Crayon and PVA on canvas
1500 x 1500mm
Inscriptions: IAN SCOTT. ; MARCH, 77. ; "LATTICE NO. 5". ; 60" x 60". [stretcher]
Ian Scott was one of the major contributors to the growth of modernism in New Zealand art which occurred in the 1970s. He left the Elam School of Art in 1964, and like most of the other artists who were eventually involved in the movement initially worked as a figurative painter. The increasing availability of American art magazines, the emergence of the Petar/James Gallery in 1971 (intended to be devoted entirely to the showing of abstract art), and contact with the work of Gordon Walters, provided a base from which the artist was able to make his debut into modernism with the Lattice series in 1976.
The influence of American Abstractionists like Frank Stella is clearly evident when looking at these works. In his early career, Stella discarded the need to plan compositions by working solely within a grid format. The resulting paintings were entirely self referential, each one varied by the push and pull of colour. Scott has reworked this idea, using what he calls: “The basic over-and-under pattern.” His use of square shaped canvases are designed to encourage the viewer to focus on what is happening inside the work formally, rather than bringing in any outside associations.

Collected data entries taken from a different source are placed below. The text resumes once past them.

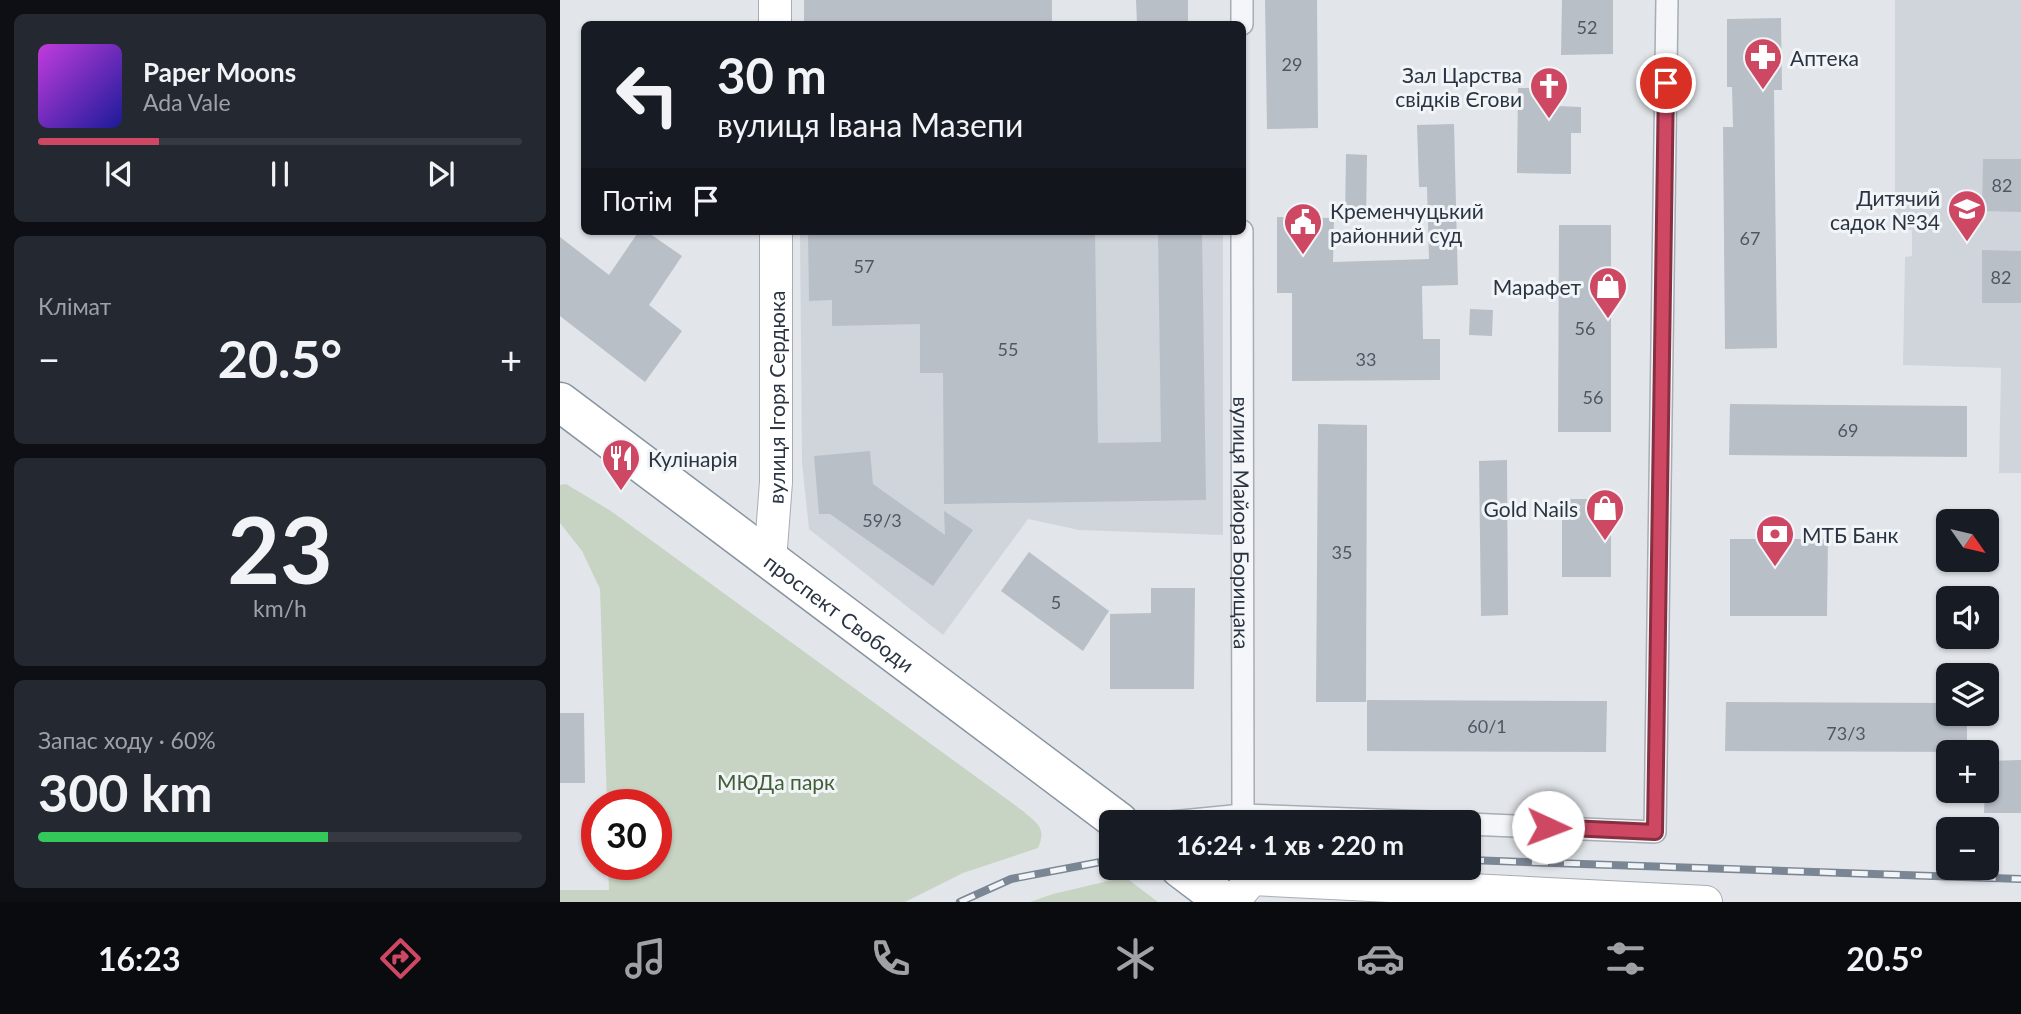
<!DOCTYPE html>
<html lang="uk">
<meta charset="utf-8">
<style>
body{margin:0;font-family:Lato,sans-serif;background:#242831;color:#f1f3f6;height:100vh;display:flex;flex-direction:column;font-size:26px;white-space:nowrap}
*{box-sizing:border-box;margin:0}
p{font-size:23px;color:#9ea1a6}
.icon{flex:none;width:38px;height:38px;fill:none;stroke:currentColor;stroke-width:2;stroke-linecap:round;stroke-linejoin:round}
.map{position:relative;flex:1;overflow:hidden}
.panel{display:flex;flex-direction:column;gap:14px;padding:14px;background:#0d0f14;width:560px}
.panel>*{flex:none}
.banner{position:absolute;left:21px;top:21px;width:665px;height:214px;border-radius:10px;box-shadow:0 2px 5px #0004;background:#171b24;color:#f1f3f6;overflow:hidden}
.needle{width:46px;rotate:124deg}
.tools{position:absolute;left:1376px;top:509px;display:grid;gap:14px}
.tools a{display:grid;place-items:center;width:63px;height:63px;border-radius:10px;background:#171b24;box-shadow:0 2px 5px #0004;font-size:35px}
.speed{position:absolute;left:21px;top:789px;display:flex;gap:14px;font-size:35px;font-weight:700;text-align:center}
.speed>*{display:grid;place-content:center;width:91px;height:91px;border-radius:50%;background:#171b24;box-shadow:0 2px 5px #0004;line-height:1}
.speed .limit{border:10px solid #d22;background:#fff;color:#111}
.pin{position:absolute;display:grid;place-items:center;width:60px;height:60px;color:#fff;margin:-30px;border:4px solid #fff;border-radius:50%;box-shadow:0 2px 7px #0007}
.me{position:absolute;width:77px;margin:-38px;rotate:92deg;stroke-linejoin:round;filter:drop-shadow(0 0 5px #0008)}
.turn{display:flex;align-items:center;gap:24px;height:147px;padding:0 21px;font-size:32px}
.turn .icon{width:91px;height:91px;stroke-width:2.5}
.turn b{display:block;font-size:49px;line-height:60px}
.then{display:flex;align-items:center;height:66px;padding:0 21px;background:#0003;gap:14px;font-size:26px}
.big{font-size:52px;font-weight:700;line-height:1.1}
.panel .widget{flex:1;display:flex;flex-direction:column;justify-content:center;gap:10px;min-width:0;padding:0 24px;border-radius:10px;background:#242831}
.panel .dial{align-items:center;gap:0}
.dial b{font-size:91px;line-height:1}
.song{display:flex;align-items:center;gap:21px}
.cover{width:84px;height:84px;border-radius:10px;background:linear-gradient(135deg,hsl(290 70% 55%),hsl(240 70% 35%))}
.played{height:7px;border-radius:4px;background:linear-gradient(90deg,#ce4863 25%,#363941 25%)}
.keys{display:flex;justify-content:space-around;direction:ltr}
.heat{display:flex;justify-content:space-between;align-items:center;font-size:38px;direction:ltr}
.charge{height:10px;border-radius:5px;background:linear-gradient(90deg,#34c759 60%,#363941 0)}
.trip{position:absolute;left:539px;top:810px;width:382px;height:70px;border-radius:10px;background:#171b24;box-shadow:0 2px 5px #0004;font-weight:700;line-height:70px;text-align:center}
.tab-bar{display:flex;height:112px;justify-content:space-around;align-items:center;background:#090b0e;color:#9ea1a6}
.tab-bar .icon{width:49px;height:49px}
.tab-bar .active{color:#ce4863}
.tab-bar b{font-size:32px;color:#f1f3f6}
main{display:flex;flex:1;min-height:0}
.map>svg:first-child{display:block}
.built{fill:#d0d5dc}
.green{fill:#c8d4c3}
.building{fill:#b9bfc7}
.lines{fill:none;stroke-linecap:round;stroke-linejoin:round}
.street-casing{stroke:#a7adb4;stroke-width:24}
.secondary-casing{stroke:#a7adb4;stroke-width:34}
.highway-casing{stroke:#8994a1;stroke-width:41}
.street{stroke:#f5f6f9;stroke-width:21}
.secondary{stroke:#fff;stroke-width:32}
.highway{stroke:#fff;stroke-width:38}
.rail-casing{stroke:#7b8694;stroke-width:8}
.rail{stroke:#f2f5f8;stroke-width:5;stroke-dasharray:16;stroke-linecap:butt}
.route-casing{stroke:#862f40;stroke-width:18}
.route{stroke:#ce4863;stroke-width:12}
.labels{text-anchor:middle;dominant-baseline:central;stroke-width:6;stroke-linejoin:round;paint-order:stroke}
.number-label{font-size:18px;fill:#4e5763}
.poi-label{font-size:21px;fill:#2a3442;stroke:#f2f5f8;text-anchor:start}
.street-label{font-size:21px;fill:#2a3442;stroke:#f2f5f8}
.park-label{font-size:21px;fill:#415e37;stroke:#f2f5f8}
</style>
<main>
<section class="panel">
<div class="widget">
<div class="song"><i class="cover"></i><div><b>Paper Moons</b><p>Ada Vale</p></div></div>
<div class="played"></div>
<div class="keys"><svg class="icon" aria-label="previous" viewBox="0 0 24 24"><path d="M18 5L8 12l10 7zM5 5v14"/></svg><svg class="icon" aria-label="pause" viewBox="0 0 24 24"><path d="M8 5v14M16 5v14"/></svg><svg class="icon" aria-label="next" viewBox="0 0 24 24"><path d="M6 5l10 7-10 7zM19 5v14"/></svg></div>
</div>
<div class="widget"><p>Клімат</p>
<div class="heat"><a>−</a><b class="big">20.5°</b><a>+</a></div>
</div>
<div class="widget dial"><b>23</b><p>km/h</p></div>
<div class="widget"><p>Запас ходу · 60%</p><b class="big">300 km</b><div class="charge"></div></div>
</section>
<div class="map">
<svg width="1461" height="902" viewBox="0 0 1461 902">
<rect width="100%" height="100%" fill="#e2e6ea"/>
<!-- built -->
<path class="built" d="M1335 0H1461V473H1439L1441 368 1343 365 1345 257 1352 256V230L1335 229Z
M240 231H663V535L519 530 468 519 383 635 249 529 242 463Z"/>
<!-- green -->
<path class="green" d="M6 484 51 511 463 811C477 824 487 827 478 848L403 873 345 902H0V890H49L48 865 96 864V805H47L40 589 22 551 0 523V485Z
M565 877 598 902H470L493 894Z"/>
<!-- building -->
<path class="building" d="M244 0H492V24H244Z
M576 0H628V24H577Z
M705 0H757L758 128 707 129Z
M1002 0H1053V54L1001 55Z
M1221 18 1222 90H1214L1217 348 1165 349 1163 127H1173L1172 87H1167V19Z
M958 88H998L997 106 1021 107V133H1011V174L957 173Z
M894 124 898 285 862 286 863 339H880V380L732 381V293H717V217L774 218 773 262 869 259 867 187H859L857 125Z
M786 154 807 155 806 219H785Z
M1423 159H1461V212L1422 211Z
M999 225H1051V432H998Z
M79 231H86L122 256 89 305 122 331 85 382 0 316V237L49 275Z
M248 231H535L538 443 601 442 598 231H642L646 500 384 504 383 373H360V324L272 326V300L249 301Z
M1422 250 1461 251V303H1422Z
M910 309 933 310 932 336 909 335Z
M1170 404 1407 406V457L1169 455Z
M758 424 807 425 806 702H756Z
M310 451 313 484 385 535 384 511 413 530 373 586 270 514H259L254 456Z
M947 460 948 615 921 616 919 461Z
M1002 499H1051V577H1002Z
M1170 539H1268L1267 616H1170Z
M469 552 549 611 523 651 441 591Z
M591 588H635L634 689H550V614L591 613Z
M807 700 1047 701 1046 752 807 751Z
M1166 702 1388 703V714H1407V752L1165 751Z
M0 713H24L25 783H0Z
M1461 760V813H1424L1426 761Z"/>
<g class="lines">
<defs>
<g id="street">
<path d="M682 0V24"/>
<path id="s1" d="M682 231 683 815"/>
<path d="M611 822 683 815 870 822"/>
<path d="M908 824 1095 832 1107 0"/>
</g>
<g id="secondary">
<path d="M215 0V24"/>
<path id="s2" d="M210 561 216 482V231"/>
<path d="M673 902 692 879 1146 902"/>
</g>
<g id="highway">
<path id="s3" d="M0 402 559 822"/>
<path d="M620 868 665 902"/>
</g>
</defs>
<!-- street casing -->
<use href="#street" class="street-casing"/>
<!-- secondary casing -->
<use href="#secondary" class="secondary-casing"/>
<!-- highway casing -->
<use href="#highway" class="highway-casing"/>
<!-- street -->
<use href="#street" class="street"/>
<!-- secondary -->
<use href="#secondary" class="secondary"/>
<!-- highway -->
<use href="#highway" class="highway"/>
<defs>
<path id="rail" d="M908 860 1461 879
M400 902 451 879 551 860"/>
</defs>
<!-- rail casing -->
<use href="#rail" class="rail-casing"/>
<!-- rail -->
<use href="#rail" class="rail"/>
</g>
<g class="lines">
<defs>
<path id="route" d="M988 827 1095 832 1106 83"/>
</defs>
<!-- route casing -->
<use href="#route" class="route-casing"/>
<!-- route -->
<use href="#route" class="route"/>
</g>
<!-- icons -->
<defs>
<symbol id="pharmacy-pin" viewBox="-11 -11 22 30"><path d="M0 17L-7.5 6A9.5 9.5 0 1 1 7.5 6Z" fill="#ce4863" stroke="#f2f5f8"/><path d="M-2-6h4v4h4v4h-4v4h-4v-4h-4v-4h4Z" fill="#fff"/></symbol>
<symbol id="church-pin" viewBox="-11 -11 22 30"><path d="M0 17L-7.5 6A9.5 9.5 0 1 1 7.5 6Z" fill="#ce4863" stroke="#f2f5f8"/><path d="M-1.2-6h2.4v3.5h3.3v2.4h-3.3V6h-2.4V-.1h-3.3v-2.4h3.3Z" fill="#fff"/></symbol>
<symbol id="school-pin" viewBox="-11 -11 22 30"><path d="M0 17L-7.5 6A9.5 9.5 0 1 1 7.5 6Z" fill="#ce4863" stroke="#f2f5f8"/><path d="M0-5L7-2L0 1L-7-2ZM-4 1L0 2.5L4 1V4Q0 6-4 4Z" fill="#fff"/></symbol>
<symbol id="civic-pin" viewBox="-11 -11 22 30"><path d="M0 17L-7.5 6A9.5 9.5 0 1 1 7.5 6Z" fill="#ce4863" stroke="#f2f5f8"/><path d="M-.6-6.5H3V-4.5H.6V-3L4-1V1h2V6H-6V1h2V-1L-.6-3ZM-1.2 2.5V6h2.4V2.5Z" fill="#fff"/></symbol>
<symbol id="shop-pin" viewBox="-11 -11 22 30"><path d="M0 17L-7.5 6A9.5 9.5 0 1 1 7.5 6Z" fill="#ce4863" stroke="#f2f5f8"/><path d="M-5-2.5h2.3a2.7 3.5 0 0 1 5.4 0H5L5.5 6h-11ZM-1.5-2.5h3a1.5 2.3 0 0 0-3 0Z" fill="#fff"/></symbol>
<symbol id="restaurant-pin" viewBox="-11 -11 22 30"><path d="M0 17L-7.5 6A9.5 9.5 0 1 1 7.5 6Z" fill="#ce4863" stroke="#f2f5f8"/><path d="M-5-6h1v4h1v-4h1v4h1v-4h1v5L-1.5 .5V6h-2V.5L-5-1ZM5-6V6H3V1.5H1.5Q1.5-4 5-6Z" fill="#fff"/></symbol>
<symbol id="bank-pin" viewBox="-11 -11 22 30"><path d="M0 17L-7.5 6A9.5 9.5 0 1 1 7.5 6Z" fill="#ce4863" stroke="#f2f5f8"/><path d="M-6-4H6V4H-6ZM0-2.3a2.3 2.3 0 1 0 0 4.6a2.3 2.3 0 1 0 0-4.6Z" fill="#fff"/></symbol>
</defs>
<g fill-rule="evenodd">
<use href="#pharmacy-pin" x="1181" y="35" width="44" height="60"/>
<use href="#church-pin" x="967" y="64" width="44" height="60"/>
<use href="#school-pin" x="1385" y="187" width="44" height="60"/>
<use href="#civic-pin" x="721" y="200" width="44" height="60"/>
<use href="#shop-pin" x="1026" y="264" width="44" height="60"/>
<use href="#restaurant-pin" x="39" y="436" width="44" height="60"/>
<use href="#shop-pin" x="1023" y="486" width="44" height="60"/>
<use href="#bank-pin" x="1193" y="512" width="44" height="60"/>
</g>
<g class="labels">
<!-- number labels -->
<g class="number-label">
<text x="1027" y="27">52</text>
<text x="732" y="64">29</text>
<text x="1442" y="185">82</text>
<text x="1190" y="238">67</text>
<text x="304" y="266">57</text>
<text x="1441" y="277">82</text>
<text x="1025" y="328">56</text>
<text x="448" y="349">55</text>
<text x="806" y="359">33</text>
<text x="1033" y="397">56</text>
<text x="1288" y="430">69</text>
<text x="322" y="520">59/3</text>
<text x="782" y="552">35</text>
<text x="496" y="602">5</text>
<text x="927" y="726">60/1</text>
<text x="1286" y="733">73/3</text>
</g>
<!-- poi labels -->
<g class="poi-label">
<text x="1230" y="57">Аптeка</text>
<text x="962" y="74" text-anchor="end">Зал Царства<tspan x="962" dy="24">свідків Єгови</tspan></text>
<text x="1380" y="197" text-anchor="end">Дитячий<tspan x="1380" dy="24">садок №34</tspan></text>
<text x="770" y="210">Кременчуцький<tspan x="770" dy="24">районний суд</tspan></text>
<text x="1021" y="286" text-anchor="end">Марафет</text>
<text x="88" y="458">Кулінарія</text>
<text x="1018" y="508" text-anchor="end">Gold Nails</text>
<text x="1242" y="534">МТБ Банк</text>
</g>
<!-- street labels -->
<g class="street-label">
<text stroke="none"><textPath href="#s2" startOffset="164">вулиця Ігоря Сердюка</textPath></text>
<text stroke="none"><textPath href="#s1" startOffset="292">вулиця Майора Борищака</textPath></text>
<text stroke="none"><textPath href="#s3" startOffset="350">проспект Свободи</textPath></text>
</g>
<!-- park labels -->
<g class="park-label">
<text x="216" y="781">МЮДа парк</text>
</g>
</g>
</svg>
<div class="tools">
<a><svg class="needle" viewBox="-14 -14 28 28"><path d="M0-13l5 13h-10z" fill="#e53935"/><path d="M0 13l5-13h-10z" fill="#9ea1a6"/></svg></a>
<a><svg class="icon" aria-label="sound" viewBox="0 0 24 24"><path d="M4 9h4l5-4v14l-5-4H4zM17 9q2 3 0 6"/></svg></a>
<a><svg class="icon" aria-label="layers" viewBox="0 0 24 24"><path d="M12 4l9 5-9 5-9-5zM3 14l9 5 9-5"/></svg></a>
<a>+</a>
<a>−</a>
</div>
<div class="speed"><div class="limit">30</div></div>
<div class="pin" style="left:1106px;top:83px;background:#d93025"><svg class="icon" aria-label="arrive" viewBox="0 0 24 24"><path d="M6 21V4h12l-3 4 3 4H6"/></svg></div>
<svg class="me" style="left:988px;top:827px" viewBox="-20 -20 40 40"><circle r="19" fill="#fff"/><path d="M0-13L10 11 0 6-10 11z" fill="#ce4863"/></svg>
<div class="trip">16:24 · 1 хв · 220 m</div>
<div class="banner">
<div class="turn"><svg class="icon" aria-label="left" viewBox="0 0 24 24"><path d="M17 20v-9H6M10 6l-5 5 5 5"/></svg><div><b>30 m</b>вулиця Івана Мазепи</div></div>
<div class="then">Потім<svg class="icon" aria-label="arrive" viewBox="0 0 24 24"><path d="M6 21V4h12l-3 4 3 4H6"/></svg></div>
</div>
</div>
</main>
<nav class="tab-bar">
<b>16:23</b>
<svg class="icon active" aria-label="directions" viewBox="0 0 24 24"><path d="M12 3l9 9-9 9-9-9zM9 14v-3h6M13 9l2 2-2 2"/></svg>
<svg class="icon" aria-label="music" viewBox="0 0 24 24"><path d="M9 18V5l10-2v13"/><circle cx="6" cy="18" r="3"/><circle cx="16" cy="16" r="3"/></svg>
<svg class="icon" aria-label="phone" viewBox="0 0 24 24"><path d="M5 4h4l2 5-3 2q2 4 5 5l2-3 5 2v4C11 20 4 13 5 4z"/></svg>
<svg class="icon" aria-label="climate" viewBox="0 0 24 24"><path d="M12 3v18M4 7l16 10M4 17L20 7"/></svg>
<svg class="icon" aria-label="car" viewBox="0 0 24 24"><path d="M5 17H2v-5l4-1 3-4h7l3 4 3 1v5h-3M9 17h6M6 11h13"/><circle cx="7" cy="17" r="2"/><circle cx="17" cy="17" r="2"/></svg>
<svg class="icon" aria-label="filters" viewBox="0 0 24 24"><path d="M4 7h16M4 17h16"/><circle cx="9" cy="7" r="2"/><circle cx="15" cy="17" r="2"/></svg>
<b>20.5°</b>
</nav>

This is also aided by the fact that the works are devoid of personal reference and traces of the artist’s hand (he taped the edges of the bands to give a machine-like effect) and have no spatial recession. The titles also provide no starting point for contemplation, functioning more like serial numbers than naming devices. This painting is characteristic of the early Lattice works with its prominent white bands edged with crayon. Michael Dunn has noted, “By placing colour between and behind the white bands he created an effect that evoked the trellis fencing often found in suburban gardens. This association, while unrelated to the formal nature of his works, is one that the artist is happy with because it reflects the suburban scene in which he works.”